Provided material
────
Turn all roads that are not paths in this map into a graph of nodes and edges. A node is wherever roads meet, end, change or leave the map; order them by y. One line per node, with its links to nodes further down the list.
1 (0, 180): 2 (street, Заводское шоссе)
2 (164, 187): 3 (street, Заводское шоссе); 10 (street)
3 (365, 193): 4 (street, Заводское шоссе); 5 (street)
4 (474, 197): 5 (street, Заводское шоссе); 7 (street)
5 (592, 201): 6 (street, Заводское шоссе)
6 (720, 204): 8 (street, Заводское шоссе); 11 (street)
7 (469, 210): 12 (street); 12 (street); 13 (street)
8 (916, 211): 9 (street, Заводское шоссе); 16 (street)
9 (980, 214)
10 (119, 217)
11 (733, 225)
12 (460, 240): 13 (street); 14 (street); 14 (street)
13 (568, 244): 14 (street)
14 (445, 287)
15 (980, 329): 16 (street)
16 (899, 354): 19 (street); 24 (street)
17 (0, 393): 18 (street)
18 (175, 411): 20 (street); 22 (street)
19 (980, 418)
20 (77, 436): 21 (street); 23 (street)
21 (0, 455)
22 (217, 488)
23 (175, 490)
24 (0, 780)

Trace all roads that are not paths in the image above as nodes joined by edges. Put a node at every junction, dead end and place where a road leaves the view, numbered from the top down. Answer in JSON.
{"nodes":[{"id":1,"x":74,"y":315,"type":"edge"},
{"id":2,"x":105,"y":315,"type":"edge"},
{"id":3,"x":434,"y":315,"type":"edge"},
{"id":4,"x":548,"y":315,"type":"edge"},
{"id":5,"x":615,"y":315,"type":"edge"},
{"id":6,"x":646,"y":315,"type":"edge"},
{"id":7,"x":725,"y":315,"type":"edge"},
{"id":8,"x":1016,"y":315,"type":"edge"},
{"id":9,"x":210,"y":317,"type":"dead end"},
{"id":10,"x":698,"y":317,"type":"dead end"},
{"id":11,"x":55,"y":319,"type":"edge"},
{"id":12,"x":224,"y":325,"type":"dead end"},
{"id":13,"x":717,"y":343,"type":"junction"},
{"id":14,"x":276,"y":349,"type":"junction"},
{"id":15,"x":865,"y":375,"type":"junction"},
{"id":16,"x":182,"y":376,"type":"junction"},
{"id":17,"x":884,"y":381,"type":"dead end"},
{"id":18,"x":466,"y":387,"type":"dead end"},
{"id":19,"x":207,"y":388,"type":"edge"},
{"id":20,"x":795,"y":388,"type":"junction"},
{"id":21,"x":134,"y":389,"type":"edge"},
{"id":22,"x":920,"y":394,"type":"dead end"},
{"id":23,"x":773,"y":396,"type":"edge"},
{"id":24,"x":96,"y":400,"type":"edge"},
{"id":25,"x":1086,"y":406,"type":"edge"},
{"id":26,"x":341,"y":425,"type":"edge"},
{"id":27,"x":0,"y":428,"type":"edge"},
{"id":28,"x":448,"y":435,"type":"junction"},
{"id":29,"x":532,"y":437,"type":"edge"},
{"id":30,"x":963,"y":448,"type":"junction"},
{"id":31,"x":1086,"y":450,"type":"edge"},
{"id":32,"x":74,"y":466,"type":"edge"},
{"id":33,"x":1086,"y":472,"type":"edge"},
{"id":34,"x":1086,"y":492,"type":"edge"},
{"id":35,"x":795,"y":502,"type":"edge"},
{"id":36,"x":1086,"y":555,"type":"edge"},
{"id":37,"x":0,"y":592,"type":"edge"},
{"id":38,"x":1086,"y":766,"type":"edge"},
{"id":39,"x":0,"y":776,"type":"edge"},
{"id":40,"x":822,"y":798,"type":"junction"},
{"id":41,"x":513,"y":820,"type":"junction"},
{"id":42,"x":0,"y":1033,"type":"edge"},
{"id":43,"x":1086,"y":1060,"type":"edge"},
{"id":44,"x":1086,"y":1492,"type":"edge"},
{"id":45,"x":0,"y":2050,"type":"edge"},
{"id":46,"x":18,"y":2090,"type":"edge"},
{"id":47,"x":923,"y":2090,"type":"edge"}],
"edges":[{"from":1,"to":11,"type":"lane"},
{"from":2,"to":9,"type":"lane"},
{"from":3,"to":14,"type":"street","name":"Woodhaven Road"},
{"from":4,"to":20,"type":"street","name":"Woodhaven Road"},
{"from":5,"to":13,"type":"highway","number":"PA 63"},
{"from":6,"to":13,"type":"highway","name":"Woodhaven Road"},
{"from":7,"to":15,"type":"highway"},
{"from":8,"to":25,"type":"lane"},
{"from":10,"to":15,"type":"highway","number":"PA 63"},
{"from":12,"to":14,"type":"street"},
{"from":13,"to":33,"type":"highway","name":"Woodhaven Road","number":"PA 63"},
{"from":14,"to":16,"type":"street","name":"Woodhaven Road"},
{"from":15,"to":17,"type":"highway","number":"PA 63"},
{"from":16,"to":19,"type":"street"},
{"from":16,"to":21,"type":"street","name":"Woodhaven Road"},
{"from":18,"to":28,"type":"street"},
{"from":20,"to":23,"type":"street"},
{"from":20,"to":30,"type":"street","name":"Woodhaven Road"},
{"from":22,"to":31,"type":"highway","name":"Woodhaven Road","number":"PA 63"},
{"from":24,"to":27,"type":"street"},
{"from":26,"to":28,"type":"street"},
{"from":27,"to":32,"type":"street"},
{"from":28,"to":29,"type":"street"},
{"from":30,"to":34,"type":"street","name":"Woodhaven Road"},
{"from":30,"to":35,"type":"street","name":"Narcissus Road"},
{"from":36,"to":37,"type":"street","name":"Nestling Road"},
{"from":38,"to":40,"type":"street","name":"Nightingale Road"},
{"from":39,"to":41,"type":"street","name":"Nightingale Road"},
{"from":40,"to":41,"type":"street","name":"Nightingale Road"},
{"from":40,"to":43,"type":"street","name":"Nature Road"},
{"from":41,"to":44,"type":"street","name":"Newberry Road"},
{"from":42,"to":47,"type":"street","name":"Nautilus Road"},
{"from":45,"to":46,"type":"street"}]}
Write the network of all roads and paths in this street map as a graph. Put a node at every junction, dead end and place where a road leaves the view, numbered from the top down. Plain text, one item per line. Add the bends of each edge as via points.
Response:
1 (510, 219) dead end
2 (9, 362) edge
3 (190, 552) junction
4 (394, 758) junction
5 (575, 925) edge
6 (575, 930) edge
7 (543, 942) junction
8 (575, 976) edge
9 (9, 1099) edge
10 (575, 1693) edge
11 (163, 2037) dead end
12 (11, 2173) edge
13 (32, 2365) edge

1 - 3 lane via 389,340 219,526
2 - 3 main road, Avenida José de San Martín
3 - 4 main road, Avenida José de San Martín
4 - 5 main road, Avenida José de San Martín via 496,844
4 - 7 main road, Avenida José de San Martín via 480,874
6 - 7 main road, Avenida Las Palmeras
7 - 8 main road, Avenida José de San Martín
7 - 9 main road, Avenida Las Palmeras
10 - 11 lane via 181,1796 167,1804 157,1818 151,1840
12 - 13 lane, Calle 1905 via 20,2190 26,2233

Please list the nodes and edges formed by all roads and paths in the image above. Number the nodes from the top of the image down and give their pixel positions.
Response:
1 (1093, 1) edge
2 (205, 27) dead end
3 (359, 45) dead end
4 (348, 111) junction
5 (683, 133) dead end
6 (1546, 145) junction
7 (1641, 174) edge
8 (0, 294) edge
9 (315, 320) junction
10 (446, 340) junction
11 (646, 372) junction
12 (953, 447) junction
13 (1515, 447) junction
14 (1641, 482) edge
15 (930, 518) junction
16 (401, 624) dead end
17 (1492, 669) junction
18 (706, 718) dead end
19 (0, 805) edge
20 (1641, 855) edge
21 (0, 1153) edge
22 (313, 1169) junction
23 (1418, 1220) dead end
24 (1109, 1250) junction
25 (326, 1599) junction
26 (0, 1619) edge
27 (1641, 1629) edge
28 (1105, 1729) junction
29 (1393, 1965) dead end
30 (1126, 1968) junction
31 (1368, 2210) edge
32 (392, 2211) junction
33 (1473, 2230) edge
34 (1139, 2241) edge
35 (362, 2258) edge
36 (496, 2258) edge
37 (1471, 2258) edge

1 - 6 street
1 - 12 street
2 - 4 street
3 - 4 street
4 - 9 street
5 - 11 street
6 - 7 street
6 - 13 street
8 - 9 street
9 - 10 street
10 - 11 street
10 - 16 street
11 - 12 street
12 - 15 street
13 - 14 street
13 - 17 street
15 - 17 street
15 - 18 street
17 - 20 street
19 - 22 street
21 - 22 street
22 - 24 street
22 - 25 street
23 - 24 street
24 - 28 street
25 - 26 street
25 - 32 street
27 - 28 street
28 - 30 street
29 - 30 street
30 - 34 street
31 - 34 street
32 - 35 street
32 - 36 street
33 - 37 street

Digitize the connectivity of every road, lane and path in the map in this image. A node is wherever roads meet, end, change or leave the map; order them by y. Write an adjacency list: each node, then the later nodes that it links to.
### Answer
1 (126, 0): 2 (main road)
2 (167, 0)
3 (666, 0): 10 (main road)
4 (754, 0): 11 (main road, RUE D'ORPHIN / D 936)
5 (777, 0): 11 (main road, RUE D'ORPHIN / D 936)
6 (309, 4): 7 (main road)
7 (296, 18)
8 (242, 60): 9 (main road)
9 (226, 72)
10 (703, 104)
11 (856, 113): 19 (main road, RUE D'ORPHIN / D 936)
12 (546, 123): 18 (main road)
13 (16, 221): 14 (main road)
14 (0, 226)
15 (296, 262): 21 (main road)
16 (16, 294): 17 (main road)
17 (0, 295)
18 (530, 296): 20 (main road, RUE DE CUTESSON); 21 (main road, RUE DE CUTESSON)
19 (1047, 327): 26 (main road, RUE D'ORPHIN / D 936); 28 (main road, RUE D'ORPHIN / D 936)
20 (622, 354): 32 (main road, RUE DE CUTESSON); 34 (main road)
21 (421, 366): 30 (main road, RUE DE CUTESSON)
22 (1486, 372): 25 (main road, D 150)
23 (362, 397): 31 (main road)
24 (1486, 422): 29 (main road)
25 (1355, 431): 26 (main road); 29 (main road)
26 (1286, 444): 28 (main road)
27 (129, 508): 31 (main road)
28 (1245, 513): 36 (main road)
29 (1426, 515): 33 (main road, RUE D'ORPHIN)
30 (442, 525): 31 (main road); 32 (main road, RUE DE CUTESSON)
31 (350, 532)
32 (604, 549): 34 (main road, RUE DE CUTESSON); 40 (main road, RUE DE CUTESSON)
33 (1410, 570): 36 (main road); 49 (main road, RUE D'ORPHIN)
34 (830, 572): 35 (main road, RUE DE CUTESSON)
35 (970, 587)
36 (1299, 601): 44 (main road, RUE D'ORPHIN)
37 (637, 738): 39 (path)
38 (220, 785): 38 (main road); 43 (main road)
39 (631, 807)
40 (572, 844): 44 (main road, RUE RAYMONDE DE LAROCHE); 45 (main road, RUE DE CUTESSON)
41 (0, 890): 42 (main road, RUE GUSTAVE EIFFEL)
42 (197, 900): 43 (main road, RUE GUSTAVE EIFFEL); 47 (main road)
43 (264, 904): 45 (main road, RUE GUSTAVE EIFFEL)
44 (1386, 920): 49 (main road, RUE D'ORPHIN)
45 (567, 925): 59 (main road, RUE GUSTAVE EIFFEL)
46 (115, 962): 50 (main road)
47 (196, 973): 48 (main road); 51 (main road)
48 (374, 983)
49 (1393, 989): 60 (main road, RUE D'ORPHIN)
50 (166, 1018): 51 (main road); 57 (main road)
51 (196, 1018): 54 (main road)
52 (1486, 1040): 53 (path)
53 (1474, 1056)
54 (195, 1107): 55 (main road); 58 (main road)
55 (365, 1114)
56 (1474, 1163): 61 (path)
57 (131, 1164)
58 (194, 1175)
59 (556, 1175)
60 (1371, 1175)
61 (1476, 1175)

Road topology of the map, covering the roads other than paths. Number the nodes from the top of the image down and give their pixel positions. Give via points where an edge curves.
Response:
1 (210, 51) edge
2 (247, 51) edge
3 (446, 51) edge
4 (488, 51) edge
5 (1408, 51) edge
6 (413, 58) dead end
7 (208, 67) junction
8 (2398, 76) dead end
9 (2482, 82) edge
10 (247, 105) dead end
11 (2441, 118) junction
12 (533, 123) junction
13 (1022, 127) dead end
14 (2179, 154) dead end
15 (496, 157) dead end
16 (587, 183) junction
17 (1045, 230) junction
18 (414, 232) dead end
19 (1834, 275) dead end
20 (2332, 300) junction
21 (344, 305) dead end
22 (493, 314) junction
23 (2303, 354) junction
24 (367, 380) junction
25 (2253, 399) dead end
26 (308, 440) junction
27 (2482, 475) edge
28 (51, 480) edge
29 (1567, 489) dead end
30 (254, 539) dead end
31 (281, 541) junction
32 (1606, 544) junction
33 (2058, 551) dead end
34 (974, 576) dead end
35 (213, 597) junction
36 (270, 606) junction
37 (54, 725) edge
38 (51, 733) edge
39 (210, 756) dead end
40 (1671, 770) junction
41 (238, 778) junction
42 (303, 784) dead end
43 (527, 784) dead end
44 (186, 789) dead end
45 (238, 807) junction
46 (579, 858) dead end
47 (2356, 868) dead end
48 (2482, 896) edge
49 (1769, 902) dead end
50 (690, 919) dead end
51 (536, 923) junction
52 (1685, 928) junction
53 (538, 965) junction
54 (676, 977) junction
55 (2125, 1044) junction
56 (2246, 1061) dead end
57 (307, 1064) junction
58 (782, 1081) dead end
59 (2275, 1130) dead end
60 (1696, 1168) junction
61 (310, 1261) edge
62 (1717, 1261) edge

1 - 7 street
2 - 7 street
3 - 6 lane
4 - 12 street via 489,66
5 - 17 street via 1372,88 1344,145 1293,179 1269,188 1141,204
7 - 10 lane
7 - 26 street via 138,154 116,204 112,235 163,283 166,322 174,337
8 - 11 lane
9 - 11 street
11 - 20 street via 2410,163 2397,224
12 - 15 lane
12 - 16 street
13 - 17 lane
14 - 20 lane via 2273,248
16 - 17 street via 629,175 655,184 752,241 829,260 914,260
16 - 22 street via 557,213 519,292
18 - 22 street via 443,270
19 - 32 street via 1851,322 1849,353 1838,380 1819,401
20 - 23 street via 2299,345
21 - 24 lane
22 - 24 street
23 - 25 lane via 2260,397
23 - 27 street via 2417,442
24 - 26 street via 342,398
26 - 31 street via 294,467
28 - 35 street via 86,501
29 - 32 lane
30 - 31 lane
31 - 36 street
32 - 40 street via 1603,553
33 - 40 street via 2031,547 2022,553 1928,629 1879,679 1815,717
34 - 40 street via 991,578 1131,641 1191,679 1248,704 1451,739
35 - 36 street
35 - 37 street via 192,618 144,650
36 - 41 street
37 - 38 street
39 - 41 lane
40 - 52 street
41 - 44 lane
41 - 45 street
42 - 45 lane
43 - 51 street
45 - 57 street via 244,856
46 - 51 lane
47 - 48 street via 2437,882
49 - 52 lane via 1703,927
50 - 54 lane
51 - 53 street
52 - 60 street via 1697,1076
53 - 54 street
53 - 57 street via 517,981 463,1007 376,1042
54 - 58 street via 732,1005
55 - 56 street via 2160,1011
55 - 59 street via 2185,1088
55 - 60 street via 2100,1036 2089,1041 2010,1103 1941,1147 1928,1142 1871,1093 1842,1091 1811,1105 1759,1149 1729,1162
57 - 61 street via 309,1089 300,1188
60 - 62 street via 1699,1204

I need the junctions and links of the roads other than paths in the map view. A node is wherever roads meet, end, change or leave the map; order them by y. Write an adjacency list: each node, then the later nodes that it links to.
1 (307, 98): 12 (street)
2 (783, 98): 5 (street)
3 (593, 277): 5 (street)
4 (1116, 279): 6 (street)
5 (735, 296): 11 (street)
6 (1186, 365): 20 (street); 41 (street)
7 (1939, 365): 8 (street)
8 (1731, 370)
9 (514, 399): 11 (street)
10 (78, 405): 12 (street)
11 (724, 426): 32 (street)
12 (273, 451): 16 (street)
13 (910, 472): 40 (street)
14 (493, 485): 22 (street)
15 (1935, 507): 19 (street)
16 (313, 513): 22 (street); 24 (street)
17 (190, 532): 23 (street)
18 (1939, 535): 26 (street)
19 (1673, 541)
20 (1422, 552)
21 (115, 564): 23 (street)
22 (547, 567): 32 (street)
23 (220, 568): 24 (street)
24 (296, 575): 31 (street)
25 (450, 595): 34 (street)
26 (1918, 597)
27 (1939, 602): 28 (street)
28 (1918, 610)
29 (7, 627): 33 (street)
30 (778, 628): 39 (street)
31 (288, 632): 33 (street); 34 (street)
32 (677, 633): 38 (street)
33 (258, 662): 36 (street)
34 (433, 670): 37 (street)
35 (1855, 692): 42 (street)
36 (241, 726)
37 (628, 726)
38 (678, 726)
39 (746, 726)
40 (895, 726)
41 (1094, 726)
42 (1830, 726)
────
What you will do
When every line of the listing has been checked for the string "them", give only the number of lines that contain it.

Written solution
3